### Available data
/---

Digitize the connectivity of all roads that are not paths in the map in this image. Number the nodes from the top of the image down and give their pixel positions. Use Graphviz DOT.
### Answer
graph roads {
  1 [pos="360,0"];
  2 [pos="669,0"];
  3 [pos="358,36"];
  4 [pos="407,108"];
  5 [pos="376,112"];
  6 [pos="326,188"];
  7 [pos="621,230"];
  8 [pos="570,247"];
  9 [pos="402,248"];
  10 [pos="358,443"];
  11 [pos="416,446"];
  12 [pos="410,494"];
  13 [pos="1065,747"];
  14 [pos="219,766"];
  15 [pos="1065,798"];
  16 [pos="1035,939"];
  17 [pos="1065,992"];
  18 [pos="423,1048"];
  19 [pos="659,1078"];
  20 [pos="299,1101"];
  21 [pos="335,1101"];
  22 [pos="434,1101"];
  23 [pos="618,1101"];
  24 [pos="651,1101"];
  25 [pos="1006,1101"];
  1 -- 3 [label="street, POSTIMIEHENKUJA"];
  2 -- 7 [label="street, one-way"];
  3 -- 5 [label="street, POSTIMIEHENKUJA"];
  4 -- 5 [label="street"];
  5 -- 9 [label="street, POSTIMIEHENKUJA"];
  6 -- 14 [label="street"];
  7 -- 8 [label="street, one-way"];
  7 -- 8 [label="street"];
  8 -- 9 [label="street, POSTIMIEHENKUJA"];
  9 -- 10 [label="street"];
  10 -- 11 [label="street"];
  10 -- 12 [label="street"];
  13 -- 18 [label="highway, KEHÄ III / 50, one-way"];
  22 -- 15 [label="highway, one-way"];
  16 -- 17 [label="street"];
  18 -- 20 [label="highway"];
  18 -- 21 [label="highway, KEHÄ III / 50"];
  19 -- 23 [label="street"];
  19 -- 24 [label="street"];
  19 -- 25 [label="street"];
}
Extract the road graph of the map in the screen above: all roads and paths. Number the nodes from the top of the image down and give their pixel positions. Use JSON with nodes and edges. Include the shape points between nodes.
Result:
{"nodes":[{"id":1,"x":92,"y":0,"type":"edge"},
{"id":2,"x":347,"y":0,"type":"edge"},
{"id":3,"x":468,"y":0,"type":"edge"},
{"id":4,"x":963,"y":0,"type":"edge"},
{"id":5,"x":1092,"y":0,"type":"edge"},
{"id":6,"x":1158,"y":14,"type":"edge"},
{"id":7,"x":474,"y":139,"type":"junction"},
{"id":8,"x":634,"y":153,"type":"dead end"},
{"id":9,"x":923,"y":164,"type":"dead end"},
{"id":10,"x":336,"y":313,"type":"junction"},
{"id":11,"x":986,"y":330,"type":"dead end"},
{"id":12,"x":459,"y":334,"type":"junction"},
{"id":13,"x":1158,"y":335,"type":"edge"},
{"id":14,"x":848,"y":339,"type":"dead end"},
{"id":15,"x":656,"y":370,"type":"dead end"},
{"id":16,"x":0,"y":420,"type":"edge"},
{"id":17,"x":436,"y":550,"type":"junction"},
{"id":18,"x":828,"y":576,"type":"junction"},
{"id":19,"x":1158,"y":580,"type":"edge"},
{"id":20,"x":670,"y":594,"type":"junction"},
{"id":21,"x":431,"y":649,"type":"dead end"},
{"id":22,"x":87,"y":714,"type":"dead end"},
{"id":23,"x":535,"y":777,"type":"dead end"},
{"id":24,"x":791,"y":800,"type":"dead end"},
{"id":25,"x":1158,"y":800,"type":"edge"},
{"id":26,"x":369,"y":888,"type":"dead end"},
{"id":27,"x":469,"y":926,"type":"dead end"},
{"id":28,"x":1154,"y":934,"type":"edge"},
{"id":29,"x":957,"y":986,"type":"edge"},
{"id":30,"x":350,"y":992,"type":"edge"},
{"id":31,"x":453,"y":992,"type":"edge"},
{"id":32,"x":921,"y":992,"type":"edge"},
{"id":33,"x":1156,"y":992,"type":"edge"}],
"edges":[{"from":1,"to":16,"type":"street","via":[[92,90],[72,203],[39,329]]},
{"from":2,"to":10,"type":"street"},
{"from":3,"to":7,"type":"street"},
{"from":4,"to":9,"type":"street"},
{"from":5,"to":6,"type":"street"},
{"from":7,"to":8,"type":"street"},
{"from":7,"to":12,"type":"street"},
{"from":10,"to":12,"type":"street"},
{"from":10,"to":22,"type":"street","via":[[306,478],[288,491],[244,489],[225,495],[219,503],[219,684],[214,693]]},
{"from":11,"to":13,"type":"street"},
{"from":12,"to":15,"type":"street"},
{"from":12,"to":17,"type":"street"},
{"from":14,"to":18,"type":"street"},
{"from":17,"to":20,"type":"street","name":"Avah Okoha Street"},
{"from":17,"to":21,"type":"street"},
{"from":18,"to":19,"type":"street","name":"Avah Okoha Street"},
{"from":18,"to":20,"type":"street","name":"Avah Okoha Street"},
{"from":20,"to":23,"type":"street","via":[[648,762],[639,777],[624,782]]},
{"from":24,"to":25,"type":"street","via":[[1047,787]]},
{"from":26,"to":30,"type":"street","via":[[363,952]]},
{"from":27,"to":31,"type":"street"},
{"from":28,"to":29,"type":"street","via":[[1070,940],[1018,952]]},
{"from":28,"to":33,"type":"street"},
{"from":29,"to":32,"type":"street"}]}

\---

### What is being asked
Set down every record above, word for word.

### Exercise response
Digitize the connectivity of all roads that are not paths in the map in this image. Number the nodes from the top of the image down and give their pixel positions. Use Graphviz DOT.
### Answer
graph roads {
  1 [pos="360,0"];
  2 [pos="669,0"];
  3 [pos="358,36"];
  4 [pos="407,108"];
  5 [pos="376,112"];
  6 [pos="326,188"];
  7 [pos="621,230"];
  8 [pos="570,247"];
  9 [pos="402,248"];
  10 [pos="358,443"];
  11 [pos="416,446"];
  12 [pos="410,494"];
  13 [pos="1065,747"];
  14 [pos="219,766"];
  15 [pos="1065,798"];
  16 [pos="1035,939"];
  17 [pos="1065,992"];
  18 [pos="423,1048"];
  19 [pos="659,1078"];
  20 [pos="299,1101"];
  21 [pos="335,1101"];
  22 [pos="434,1101"];
  23 [pos="618,1101"];
  24 [pos="651,1101"];
  25 [pos="1006,1101"];
  1 -- 3 [label="street, POSTIMIEHENKUJA"];
  2 -- 7 [label="street, one-way"];
  3 -- 5 [label="street, POSTIMIEHENKUJA"];
  4 -- 5 [label="street"];
  5 -- 9 [label="street, POSTIMIEHENKUJA"];
  6 -- 14 [label="street"];
  7 -- 8 [label="street, one-way"];
  7 -- 8 [label="street"];
  8 -- 9 [label="street, POSTIMIEHENKUJA"];
  9 -- 10 [label="street"];
  10 -- 11 [label="street"];
  10 -- 12 [label="street"];
  13 -- 18 [label="highway, KEHÄ III / 50, one-way"];
  22 -- 15 [label="highway, one-way"];
  16 -- 17 [label="street"];
  18 -- 20 [label="highway"];
  18 -- 21 [label="highway, KEHÄ III / 50"];
  19 -- 23 [label="street"];
  19 -- 24 [label="street"];
  19 -- 25 [label="street"];
}
Extract the road graph of the map in the screen above: all roads and paths. Number the nodes from the top of the image down and give their pixel positions. Use JSON with nodes and edges. Include the shape points between nodes.
Result:
{"nodes":[{"id":1,"x":92,"y":0,"type":"edge"},
{"id":2,"x":347,"y":0,"type":"edge"},
{"id":3,"x":468,"y":0,"type":"edge"},
{"id":4,"x":963,"y":0,"type":"edge"},
{"id":5,"x":1092,"y":0,"type":"edge"},
{"id":6,"x":1158,"y":14,"type":"edge"},
{"id":7,"x":474,"y":139,"type":"junction"},
{"id":8,"x":634,"y":153,"type":"dead end"},
{"id":9,"x":923,"y":164,"type":"dead end"},
{"id":10,"x":336,"y":313,"type":"junction"},
{"id":11,"x":986,"y":330,"type":"dead end"},
{"id":12,"x":459,"y":334,"type":"junction"},
{"id":13,"x":1158,"y":335,"type":"edge"},
{"id":14,"x":848,"y":339,"type":"dead end"},
{"id":15,"x":656,"y":370,"type":"dead end"},
{"id":16,"x":0,"y":420,"type":"edge"},
{"id":17,"x":436,"y":550,"type":"junction"},
{"id":18,"x":828,"y":576,"type":"junction"},
{"id":19,"x":1158,"y":580,"type":"edge"},
{"id":20,"x":670,"y":594,"type":"junction"},
{"id":21,"x":431,"y":649,"type":"dead end"},
{"id":22,"x":87,"y":714,"type":"dead end"},
{"id":23,"x":535,"y":777,"type":"dead end"},
{"id":24,"x":791,"y":800,"type":"dead end"},
{"id":25,"x":1158,"y":800,"type":"edge"},
{"id":26,"x":369,"y":888,"type":"dead end"},
{"id":27,"x":469,"y":926,"type":"dead end"},
{"id":28,"x":1154,"y":934,"type":"edge"},
{"id":29,"x":957,"y":986,"type":"edge"},
{"id":30,"x":350,"y":992,"type":"edge"},
{"id":31,"x":453,"y":992,"type":"edge"},
{"id":32,"x":921,"y":992,"type":"edge"},
{"id":33,"x":1156,"y":992,"type":"edge"}],
"edges":[{"from":1,"to":16,"type":"street","via":[[92,90],[72,203],[39,329]]},
{"from":2,"to":10,"type":"street"},
{"from":3,"to":7,"type":"street"},
{"from":4,"to":9,"type":"street"},
{"from":5,"to":6,"type":"street"},
{"from":7,"to":8,"type":"street"},
{"from":7,"to":12,"type":"street"},
{"from":10,"to":12,"type":"street"},
{"from":10,"to":22,"type":"street","via":[[306,478],[288,491],[244,489],[225,495],[219,503],[219,684],[214,693]]},
{"from":11,"to":13,"type":"street"},
{"from":12,"to":15,"type":"street"},
{"from":12,"to":17,"type":"street"},
{"from":14,"to":18,"type":"street"},
{"from":17,"to":20,"type":"street","name":"Avah Okoha Street"},
{"from":17,"to":21,"type":"street"},
{"from":18,"to":19,"type":"street","name":"Avah Okoha Street"},
{"from":18,"to":20,"type":"street","name":"Avah Okoha Street"},
{"from":20,"to":23,"type":"street","via":[[648,762],[639,777],[624,782]]},
{"from":24,"to":25,"type":"street","via":[[1047,787]]},
{"from":26,"to":30,"type":"street","via":[[363,952]]},
{"from":27,"to":31,"type":"street"},
{"from":28,"to":29,"type":"street","via":[[1070,940],[1018,952]]},
{"from":28,"to":33,"type":"street"},
{"from":29,"to":32,"type":"street"}]}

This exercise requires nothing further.